--- START ---

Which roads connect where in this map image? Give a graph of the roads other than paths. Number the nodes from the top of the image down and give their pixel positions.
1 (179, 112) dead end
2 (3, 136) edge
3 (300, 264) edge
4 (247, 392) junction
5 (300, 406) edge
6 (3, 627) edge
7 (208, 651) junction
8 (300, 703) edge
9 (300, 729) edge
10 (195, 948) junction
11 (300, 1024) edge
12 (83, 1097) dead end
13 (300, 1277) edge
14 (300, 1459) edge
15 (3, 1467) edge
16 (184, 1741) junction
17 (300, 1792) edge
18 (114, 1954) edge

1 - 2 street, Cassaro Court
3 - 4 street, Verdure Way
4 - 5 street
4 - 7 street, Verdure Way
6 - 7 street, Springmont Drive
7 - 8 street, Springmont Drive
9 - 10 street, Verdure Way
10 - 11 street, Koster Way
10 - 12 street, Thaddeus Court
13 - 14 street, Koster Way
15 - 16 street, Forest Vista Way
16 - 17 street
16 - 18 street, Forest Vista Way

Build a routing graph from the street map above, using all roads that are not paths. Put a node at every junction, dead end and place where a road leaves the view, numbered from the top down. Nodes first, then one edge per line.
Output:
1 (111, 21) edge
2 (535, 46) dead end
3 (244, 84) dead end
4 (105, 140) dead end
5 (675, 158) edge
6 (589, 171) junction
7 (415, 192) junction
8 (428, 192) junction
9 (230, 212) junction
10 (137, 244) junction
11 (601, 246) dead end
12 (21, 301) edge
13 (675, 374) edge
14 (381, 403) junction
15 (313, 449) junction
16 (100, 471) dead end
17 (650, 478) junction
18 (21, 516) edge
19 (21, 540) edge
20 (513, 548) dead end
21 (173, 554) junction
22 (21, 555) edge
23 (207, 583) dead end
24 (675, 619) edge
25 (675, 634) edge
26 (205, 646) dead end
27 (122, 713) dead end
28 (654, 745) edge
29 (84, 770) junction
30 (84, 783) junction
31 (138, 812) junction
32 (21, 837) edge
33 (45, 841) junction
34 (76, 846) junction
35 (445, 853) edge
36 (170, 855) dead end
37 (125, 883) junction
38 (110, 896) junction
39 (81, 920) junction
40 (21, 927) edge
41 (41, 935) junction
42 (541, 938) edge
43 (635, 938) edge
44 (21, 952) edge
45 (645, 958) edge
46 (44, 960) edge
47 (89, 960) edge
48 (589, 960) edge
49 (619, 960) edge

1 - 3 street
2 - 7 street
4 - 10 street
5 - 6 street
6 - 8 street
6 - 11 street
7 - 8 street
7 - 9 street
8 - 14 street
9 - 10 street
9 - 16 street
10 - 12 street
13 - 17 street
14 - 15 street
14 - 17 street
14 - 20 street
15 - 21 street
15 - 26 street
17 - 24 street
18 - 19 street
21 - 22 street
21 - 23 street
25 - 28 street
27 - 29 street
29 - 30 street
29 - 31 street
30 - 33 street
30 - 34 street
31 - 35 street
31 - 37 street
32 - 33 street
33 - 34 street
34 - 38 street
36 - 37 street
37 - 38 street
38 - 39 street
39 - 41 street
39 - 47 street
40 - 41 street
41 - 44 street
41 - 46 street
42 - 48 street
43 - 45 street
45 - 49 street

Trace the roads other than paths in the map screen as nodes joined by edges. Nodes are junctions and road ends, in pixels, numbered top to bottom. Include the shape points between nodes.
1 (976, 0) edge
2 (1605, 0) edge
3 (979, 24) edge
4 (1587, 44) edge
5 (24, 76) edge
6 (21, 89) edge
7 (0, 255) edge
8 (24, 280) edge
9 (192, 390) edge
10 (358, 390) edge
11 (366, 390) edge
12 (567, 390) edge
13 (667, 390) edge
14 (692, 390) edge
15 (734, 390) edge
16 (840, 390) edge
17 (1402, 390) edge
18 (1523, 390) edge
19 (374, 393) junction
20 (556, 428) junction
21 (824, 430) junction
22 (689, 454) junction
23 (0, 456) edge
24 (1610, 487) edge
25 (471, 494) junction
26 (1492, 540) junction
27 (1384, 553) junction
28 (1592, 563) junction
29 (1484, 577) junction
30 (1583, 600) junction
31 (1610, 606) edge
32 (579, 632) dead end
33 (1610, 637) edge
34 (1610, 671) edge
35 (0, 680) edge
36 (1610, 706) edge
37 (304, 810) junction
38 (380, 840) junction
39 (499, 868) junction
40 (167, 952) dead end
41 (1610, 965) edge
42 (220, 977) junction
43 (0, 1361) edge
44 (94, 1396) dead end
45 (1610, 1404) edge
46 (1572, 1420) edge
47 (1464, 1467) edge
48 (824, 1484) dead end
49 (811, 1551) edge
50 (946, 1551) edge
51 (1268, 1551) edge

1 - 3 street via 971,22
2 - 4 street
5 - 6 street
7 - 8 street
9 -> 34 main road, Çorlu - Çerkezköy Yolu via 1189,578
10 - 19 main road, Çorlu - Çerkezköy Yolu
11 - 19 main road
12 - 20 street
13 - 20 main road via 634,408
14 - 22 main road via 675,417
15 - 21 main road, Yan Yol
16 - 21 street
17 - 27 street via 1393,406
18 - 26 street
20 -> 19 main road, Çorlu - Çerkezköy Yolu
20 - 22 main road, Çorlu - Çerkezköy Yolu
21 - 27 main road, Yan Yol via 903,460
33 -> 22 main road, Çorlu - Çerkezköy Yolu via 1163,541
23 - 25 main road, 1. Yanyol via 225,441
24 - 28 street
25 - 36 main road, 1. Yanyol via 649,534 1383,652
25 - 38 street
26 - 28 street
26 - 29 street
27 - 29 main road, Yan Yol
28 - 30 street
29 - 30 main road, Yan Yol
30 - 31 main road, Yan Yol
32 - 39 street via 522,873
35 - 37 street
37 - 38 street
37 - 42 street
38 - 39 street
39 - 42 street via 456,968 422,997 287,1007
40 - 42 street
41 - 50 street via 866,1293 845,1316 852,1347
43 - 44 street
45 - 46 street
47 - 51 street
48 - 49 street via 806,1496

--- END ---

◆ **Directions for this task**
Across the material above, how many lines have the word "Forest" in them? Answer with a bare number.

◆ **Answer box**
2